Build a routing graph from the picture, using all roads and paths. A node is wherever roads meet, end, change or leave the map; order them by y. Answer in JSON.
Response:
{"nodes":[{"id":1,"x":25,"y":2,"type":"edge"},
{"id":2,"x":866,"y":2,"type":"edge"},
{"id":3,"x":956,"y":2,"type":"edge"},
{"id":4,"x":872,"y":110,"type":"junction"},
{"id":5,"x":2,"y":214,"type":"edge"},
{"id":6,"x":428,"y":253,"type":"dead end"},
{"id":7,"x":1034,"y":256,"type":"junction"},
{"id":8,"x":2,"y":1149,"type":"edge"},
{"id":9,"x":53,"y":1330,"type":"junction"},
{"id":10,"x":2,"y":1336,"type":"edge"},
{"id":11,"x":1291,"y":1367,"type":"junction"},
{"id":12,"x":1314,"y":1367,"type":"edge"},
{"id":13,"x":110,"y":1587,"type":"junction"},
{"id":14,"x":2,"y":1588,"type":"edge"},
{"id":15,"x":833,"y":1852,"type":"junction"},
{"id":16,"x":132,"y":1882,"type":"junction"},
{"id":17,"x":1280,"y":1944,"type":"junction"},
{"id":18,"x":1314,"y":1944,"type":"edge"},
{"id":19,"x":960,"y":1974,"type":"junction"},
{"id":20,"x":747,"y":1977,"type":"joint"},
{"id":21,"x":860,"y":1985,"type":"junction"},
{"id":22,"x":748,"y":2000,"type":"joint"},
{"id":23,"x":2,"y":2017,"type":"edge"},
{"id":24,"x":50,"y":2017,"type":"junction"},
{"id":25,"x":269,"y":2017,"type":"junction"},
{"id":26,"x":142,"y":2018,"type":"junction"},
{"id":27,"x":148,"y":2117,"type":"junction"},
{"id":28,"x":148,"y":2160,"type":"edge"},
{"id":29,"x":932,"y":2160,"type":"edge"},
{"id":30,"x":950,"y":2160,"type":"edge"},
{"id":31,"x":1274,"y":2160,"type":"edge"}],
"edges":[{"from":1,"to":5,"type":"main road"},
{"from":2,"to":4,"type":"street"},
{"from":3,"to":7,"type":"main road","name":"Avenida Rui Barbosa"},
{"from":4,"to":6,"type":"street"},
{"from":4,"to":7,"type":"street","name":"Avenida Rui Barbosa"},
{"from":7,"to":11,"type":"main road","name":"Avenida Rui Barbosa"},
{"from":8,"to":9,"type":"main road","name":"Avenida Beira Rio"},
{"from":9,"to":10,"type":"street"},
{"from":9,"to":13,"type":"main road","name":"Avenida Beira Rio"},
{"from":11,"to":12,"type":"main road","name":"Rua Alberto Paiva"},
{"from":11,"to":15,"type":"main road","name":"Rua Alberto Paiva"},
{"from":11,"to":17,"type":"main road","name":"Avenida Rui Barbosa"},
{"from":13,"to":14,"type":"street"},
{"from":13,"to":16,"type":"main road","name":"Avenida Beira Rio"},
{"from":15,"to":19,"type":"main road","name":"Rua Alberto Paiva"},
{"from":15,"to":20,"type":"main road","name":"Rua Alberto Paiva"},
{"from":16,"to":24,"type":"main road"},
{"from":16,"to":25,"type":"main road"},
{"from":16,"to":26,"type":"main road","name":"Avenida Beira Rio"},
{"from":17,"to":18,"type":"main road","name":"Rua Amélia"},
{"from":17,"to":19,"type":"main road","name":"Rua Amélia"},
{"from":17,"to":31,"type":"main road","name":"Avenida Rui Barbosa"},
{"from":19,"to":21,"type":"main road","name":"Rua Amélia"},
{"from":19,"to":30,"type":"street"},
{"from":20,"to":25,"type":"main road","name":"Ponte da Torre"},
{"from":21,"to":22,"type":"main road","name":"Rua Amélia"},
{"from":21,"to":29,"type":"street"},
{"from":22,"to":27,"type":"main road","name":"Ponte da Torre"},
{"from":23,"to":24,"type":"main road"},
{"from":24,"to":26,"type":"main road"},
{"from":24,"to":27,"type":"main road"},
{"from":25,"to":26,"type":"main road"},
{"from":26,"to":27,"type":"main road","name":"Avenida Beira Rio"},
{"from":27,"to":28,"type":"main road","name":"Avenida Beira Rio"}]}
┄┄┄┄┄┄┄┄┄┄┄┄┄┄┄┄┄┄┄┄
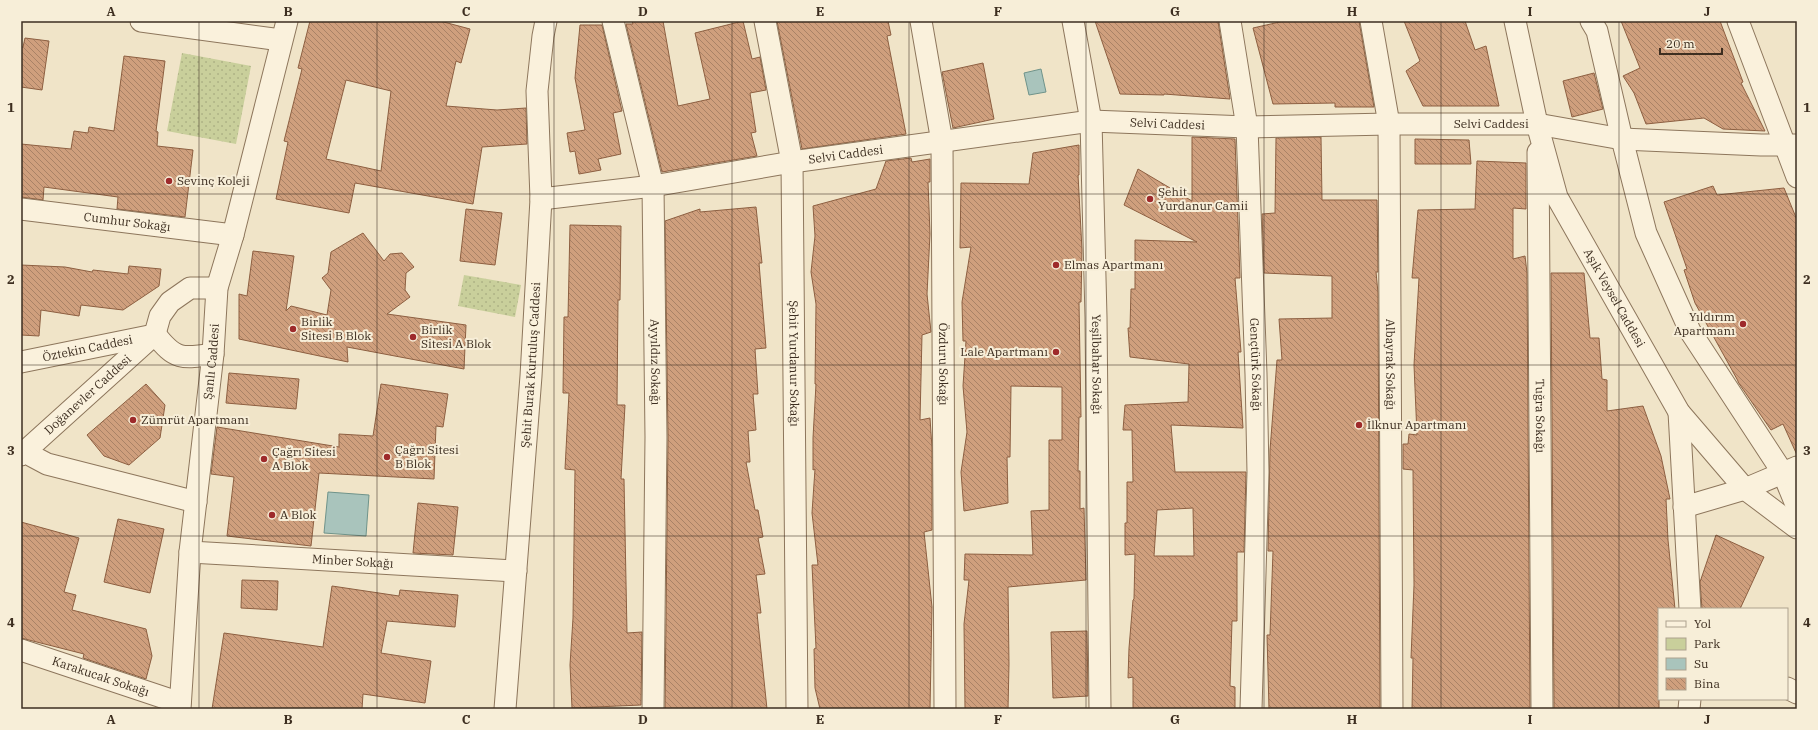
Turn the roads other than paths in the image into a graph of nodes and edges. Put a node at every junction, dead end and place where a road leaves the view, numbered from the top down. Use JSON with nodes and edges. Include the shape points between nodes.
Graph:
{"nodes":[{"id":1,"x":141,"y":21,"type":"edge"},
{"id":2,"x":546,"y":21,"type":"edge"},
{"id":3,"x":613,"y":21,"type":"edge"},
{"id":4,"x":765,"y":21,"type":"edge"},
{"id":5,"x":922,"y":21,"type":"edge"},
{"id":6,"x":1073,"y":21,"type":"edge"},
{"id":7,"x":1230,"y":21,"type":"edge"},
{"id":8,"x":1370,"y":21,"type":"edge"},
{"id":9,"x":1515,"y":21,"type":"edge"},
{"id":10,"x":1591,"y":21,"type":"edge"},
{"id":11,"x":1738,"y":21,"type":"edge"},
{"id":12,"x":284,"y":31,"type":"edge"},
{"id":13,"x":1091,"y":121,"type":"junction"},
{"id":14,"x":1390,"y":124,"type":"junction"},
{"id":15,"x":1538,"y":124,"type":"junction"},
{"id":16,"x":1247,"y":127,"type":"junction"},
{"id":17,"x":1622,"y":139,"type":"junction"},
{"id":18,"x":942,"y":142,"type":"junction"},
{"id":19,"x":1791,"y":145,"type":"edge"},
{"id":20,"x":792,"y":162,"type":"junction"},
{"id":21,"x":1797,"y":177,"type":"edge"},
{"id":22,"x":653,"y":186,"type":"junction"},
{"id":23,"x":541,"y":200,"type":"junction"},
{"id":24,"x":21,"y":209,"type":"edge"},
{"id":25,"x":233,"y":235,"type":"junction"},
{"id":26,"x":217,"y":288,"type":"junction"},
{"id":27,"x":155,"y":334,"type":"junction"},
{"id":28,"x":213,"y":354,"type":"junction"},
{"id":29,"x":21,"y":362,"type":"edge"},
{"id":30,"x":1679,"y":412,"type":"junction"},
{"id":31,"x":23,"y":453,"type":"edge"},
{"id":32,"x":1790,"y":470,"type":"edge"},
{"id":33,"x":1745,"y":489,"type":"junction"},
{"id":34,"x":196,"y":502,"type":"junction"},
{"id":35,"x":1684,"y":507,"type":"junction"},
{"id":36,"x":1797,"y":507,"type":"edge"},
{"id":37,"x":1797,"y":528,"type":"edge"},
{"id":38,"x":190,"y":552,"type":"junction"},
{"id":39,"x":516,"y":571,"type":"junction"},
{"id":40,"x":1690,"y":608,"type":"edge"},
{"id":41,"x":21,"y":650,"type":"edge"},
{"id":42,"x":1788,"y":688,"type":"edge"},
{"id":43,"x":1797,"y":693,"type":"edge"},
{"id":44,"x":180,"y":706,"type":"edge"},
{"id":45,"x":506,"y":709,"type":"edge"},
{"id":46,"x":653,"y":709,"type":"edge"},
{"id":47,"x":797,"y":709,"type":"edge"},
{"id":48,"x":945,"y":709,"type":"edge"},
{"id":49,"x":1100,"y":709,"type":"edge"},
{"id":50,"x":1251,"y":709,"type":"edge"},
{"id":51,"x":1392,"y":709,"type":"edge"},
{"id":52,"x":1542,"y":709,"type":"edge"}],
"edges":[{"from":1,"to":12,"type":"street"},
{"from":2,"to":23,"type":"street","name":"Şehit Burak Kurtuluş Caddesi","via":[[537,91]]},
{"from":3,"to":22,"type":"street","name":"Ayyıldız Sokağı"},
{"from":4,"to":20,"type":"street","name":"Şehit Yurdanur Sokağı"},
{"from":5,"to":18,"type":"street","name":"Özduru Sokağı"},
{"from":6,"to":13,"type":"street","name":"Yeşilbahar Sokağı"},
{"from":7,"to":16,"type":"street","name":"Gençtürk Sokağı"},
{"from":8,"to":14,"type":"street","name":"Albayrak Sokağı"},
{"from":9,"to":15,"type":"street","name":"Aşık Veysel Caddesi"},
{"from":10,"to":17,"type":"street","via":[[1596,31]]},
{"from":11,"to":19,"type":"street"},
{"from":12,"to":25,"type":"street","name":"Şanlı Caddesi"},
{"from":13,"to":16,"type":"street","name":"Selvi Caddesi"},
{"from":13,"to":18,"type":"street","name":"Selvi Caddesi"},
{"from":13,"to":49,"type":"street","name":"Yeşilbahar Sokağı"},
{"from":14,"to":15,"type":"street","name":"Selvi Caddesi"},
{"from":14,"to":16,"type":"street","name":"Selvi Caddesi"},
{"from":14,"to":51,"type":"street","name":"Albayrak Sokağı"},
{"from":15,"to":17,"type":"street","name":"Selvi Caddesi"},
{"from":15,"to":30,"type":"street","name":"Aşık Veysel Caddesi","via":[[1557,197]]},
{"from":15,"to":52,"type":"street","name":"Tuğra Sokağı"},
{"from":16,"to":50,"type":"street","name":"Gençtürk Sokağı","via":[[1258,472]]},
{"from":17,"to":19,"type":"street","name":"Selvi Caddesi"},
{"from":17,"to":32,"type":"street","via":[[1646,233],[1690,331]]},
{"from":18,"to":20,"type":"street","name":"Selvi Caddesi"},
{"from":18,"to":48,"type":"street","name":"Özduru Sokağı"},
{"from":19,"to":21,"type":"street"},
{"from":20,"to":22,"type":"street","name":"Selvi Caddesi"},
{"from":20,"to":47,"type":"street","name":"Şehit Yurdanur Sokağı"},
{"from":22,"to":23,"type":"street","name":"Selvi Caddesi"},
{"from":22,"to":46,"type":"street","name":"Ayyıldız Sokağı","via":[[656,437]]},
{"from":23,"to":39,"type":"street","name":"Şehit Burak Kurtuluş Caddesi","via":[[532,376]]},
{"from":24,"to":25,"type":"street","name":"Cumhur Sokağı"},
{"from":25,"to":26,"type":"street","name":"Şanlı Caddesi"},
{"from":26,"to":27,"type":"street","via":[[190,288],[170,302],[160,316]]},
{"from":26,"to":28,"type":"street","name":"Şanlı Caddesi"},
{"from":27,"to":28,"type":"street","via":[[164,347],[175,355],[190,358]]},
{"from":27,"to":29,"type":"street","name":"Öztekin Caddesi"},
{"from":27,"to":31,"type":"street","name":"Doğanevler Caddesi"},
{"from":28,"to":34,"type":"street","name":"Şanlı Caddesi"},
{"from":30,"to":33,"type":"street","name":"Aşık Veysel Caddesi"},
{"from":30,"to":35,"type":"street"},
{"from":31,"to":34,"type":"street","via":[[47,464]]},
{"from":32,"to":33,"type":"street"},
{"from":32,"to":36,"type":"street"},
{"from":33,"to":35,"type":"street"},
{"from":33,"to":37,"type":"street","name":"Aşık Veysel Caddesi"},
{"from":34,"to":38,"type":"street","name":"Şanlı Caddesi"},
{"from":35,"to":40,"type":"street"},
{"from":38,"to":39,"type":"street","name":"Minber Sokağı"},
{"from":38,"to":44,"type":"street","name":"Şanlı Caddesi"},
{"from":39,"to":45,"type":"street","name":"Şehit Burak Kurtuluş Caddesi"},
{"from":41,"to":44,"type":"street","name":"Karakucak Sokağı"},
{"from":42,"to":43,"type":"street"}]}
┄┄┄┄┄┄┄┄┄┄┄┄┄┄┄┄┄┄┄┄
Exercise prompt
Filter the lines above, keeping and copying those that contain "JSON".

Exercise answer
Build a routing graph from the picture, using all roads and paths. A node is wherever roads meet, end, change or leave the map; order them by y. Answer in JSON.
Turn the roads other than paths in the image into a graph of nodes and edges. Put a node at every junction, dead end and place where a road leaves the view, numbered from the top down. Use JSON with nodes and edges. Include the shape points between nodes.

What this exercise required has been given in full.